# trying to learn, 4 questions



## mahle (May 25, 2008)

What are the different type of finishes for automatics? Nitron? and which are the most durable? I'm not interested in chrome.

Someone told me that magazines that eject by a button near the trigger are not as trouble free as magazines that pull dowm from the bottom? is this true?

I've seen reference on manufacturer web sites that state something to the effect, barrel will last for six thousand rounds or some state twenty=thousand rounds. do guns have a finite life-span? or can guns be sent back to the manufacturer to be rebuilt?

Also I've seen guns with threading for flash supressors and silencer attachment, are there any drawbacks to the threading or the supressors?

I'm doing research for my first gun purchase, sure I'll be back with more questions.
THANKS


----------



## tony pasley (May 6, 2006)

I'll tackle 2 of your question.
First most autoloading pistols that are for carry have the mag release near the trigger for ease of mag changes if maintained yes they are reliable.
Second life expectancy of a pistol varies by quality and model, and usage.
You must maintain your firearm for best results but you can not expect a least cost to last as long as the better quality higher priced ones.


----------



## Joeywhat (Apr 17, 2008)

Considering most reputable gun manufacturers have lifetime warranties, life span is not an issue. If something breaks on your gun, I'll be it will be replaced for free.


----------



## dovehunter (Dec 18, 2007)

Gun Finish - since you do not like the chrome/stainless, it does not matter which finish you choose if you are going to use a holster to carry. Eventually the finish will wear out.

Flash suppressors/silencers - it will not affect the functionality of the gun, but you have to remember that if it's going to be on a semi-auto, and the barrel is flush with the slide, you will need to purchase a longer barrel, besides, you have to check if it's even legal in your state to own a silencer. the last time i checked it was legal in texas, but you have to have the authorities sign the forms and it's a hassle to have it done. i was told that you probably have to go to court in order to force the authorities hands to sign it. oh one more thing, IT AIN'T CHEAP EITHER.


----------



## hideit (Oct 3, 2007)

different finnishes?
well springfield, S&W, Glock and Kimber have names for their different finishes - review their catalogs on line


basically
carbon steel
stainless steel
parkerized
nickel plated - getting very rare


----------



## JeffWard (Aug 24, 2007)

Good answers above. My take:

Finishes: Depends on manufacturer. Most are good from the factory, aftermarket finishes vary from expensive and awesome, to el-cheapo, and garbage... Carry gun??? Not as big an issue. It's a tool. It WILL get scuffed.

Magazine releases are almost unversally at the base of thhe trigger guard now. Better for one handed shooting without shifting your shooting grip. The off hand reaches for the new mag, while the shootng hand ejects the empty. They are all reliable.

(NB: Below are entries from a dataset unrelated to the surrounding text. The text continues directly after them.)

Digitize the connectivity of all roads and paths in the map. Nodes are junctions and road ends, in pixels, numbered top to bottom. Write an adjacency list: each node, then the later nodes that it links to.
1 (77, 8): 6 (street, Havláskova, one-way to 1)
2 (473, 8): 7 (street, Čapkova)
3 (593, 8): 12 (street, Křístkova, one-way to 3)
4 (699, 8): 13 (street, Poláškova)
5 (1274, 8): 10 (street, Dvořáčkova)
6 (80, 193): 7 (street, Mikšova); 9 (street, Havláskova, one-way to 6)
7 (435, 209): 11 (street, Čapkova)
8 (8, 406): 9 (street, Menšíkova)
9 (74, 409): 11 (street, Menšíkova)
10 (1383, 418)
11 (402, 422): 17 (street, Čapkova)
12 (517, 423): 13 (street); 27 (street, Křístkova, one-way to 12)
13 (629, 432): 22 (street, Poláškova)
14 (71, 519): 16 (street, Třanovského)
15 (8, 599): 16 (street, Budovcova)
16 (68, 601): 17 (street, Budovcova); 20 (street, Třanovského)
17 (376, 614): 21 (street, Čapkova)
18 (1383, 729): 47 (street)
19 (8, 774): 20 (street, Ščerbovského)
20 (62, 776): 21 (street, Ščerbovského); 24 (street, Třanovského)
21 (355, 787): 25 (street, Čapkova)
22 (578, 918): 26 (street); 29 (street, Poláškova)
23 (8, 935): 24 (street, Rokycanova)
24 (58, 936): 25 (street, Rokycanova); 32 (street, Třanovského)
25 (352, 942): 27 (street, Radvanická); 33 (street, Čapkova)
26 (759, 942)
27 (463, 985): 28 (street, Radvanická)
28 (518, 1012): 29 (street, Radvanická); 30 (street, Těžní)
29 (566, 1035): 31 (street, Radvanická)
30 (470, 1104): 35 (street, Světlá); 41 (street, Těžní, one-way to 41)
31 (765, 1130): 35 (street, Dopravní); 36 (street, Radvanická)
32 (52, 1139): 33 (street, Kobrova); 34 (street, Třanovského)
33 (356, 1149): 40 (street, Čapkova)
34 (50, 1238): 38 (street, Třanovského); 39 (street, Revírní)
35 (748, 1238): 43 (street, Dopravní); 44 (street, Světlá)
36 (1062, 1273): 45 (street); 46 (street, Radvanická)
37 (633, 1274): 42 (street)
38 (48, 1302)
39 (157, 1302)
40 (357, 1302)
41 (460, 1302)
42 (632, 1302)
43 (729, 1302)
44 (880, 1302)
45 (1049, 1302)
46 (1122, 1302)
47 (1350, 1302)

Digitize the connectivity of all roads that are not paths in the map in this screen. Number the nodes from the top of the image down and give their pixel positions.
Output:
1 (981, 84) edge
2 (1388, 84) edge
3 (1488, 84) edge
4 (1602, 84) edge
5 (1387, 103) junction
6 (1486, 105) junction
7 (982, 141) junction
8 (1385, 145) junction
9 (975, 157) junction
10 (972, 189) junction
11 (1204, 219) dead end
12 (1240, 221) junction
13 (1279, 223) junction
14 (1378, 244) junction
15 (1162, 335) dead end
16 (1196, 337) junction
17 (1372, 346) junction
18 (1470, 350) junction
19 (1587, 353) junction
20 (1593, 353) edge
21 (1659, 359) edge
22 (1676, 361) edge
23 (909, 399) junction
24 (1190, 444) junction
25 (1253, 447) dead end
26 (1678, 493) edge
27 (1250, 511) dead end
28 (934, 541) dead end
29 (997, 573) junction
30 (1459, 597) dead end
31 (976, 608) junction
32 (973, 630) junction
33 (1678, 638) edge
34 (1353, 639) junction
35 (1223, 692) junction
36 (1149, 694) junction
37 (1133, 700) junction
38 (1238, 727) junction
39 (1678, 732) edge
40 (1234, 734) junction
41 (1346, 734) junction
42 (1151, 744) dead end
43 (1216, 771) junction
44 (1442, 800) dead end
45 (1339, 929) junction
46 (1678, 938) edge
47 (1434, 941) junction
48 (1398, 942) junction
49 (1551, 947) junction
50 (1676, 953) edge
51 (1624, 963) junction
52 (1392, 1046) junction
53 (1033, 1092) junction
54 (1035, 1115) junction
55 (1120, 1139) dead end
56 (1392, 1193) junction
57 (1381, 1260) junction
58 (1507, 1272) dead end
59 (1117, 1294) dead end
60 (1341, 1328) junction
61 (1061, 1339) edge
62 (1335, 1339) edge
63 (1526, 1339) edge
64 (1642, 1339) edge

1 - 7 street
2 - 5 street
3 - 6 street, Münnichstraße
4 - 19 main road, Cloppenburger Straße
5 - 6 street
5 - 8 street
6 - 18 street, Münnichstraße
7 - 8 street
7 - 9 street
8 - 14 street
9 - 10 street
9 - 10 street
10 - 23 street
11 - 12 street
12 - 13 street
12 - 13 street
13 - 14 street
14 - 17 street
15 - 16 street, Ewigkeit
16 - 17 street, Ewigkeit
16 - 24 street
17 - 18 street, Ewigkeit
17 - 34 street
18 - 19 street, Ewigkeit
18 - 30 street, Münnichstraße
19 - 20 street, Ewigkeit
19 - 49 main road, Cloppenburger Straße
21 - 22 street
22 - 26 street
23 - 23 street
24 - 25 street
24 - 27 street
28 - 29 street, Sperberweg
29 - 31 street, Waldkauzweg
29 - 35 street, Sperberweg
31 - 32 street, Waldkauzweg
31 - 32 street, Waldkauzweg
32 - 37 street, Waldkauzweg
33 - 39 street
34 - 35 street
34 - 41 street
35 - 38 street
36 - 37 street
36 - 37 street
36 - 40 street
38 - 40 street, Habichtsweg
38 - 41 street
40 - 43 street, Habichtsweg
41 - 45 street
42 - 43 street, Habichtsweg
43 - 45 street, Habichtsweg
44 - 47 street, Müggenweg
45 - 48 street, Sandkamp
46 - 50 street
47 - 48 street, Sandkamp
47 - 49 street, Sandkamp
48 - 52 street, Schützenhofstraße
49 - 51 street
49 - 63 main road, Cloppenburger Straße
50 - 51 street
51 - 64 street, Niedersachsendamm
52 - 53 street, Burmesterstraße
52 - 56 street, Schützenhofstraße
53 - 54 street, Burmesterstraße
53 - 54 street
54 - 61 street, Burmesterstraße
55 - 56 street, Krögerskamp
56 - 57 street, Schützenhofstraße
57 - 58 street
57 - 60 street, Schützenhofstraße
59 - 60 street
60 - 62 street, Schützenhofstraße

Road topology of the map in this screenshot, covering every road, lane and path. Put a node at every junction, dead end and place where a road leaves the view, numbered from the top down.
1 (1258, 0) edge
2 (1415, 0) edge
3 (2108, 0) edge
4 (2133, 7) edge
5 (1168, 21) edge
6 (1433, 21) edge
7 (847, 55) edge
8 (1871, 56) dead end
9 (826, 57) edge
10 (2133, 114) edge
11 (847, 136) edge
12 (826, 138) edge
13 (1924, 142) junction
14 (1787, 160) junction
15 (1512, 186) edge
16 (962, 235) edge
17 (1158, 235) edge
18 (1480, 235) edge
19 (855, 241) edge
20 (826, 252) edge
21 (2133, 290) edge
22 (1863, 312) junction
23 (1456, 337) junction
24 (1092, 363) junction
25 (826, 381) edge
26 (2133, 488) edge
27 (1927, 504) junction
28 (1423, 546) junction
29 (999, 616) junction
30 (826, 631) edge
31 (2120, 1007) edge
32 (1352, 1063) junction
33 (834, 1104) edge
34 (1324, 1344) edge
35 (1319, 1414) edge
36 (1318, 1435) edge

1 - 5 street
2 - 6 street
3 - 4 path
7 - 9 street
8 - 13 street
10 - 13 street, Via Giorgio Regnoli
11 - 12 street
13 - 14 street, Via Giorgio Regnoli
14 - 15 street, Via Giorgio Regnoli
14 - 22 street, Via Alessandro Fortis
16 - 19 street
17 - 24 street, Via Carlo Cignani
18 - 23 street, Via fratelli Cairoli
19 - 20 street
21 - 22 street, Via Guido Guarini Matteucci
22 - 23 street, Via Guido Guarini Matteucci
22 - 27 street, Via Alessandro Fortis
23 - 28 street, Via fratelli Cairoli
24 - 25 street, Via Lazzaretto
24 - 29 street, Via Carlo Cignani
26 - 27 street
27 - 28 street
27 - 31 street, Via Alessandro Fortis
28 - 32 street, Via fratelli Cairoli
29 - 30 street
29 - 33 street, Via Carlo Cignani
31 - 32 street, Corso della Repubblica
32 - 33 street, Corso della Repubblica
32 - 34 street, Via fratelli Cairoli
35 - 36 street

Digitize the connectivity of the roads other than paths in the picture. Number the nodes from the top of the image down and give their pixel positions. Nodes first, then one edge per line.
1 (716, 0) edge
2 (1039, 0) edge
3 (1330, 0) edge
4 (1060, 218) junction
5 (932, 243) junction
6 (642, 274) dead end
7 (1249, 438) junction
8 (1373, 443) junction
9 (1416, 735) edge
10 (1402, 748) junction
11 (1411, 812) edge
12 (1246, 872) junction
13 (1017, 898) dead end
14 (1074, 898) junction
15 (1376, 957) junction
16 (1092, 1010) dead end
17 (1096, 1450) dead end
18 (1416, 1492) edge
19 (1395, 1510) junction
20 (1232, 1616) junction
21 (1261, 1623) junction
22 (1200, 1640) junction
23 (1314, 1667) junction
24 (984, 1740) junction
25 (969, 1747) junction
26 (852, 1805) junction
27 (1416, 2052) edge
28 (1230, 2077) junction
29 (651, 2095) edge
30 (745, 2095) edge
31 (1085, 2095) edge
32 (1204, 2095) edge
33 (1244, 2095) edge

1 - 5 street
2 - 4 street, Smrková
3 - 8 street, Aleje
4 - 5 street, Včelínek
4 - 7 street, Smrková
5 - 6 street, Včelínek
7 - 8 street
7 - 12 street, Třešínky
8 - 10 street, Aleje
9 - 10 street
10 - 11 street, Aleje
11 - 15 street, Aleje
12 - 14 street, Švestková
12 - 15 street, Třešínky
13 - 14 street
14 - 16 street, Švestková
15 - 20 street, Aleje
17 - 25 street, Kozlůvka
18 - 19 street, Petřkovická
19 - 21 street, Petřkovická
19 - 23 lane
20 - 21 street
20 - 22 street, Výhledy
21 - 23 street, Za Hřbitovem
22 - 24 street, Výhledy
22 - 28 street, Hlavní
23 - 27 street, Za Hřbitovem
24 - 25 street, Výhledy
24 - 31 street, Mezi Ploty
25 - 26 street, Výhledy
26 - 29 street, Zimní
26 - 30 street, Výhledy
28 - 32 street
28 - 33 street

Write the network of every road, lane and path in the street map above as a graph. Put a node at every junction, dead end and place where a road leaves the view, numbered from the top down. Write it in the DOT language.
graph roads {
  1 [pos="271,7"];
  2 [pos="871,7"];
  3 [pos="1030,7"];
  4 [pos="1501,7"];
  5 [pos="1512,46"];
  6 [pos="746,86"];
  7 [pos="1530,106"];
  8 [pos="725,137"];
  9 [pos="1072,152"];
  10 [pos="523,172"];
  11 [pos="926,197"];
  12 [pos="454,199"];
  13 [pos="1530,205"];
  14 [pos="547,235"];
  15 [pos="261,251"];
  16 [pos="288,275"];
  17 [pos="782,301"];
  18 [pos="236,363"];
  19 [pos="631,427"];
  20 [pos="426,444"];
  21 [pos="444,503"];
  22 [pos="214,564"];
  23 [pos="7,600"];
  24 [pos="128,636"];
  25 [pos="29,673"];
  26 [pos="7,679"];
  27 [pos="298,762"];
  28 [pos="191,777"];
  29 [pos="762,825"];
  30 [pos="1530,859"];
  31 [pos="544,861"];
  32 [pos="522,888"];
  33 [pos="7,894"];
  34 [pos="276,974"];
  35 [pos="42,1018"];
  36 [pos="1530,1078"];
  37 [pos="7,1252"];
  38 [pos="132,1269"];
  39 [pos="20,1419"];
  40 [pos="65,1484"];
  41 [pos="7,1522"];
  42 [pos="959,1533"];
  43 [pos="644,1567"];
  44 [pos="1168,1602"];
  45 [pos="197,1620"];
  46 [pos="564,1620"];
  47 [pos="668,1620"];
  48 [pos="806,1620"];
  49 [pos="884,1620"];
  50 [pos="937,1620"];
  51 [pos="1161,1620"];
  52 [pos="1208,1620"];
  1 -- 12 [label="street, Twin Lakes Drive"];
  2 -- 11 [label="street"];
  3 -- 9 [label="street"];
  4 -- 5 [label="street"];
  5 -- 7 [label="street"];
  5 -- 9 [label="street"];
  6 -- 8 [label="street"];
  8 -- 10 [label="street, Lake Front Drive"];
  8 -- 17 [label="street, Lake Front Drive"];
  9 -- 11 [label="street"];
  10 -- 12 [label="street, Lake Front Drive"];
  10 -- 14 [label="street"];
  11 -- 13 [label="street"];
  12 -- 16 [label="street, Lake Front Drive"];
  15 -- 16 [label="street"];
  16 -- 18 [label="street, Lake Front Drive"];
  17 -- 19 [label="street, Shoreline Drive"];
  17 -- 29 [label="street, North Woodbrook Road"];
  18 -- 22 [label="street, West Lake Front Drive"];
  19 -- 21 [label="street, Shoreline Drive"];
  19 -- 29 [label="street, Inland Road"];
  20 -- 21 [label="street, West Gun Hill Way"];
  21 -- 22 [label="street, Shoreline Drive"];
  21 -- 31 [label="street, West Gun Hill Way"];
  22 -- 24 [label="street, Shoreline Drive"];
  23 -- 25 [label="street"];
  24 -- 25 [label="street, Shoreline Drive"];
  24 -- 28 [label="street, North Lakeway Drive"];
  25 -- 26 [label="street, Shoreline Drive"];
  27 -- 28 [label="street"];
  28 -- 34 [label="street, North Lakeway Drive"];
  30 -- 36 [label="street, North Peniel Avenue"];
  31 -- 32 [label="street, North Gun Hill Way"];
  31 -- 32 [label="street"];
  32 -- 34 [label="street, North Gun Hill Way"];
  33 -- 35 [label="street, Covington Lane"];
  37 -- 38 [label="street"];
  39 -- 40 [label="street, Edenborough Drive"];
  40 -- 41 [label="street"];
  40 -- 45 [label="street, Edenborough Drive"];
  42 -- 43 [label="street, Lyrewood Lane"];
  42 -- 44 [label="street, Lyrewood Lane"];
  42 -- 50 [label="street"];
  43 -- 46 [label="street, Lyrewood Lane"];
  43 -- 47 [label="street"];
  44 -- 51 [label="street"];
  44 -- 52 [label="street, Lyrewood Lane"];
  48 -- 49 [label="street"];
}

Barrel lifespans? Lots of factors. Most test cycles include 10,000 rounds for failure testing... The barrel will go much longer. It depends if you are shooting lead or jacketed bullets. It depends on the corosiveness of the powder you're shooting. It depends on the cleaning frequency. It depends on the hardness of the material the barrel is made from... MOST will last much longer than a shooter will shoot. Example: 10,000 rounds = 100 rounds fired for 100 trips. If you shoot 100 rounds per week through a gun, EVERY week, you'll take 2 years to shoot 10,000. 50 per month is a lot of shooting for many hobbyists. Competition shooters will burn 300-500 rounds in an average weekend.

Sound suppressors are most often found on rimfire pistols, for very high volume indoor target shooting... or for assasination attempts. They will usually run you a few hundred for the threaded barrell, a few hundred for the suppressor, and a few hundred for the license to OWN one, IF you can get the state to issue you one, and the license must be renewed... 

Welcome to the forum Keep reading, keep learning. Hope this helped.

Buy XD! hahaha

JeffWard


----------



## mahle (May 25, 2008)

ThanK You all for offering answers to my original post.
Really appreciate the knowledge.

Now I will study manufacturer web sites and take a shooting class.


----------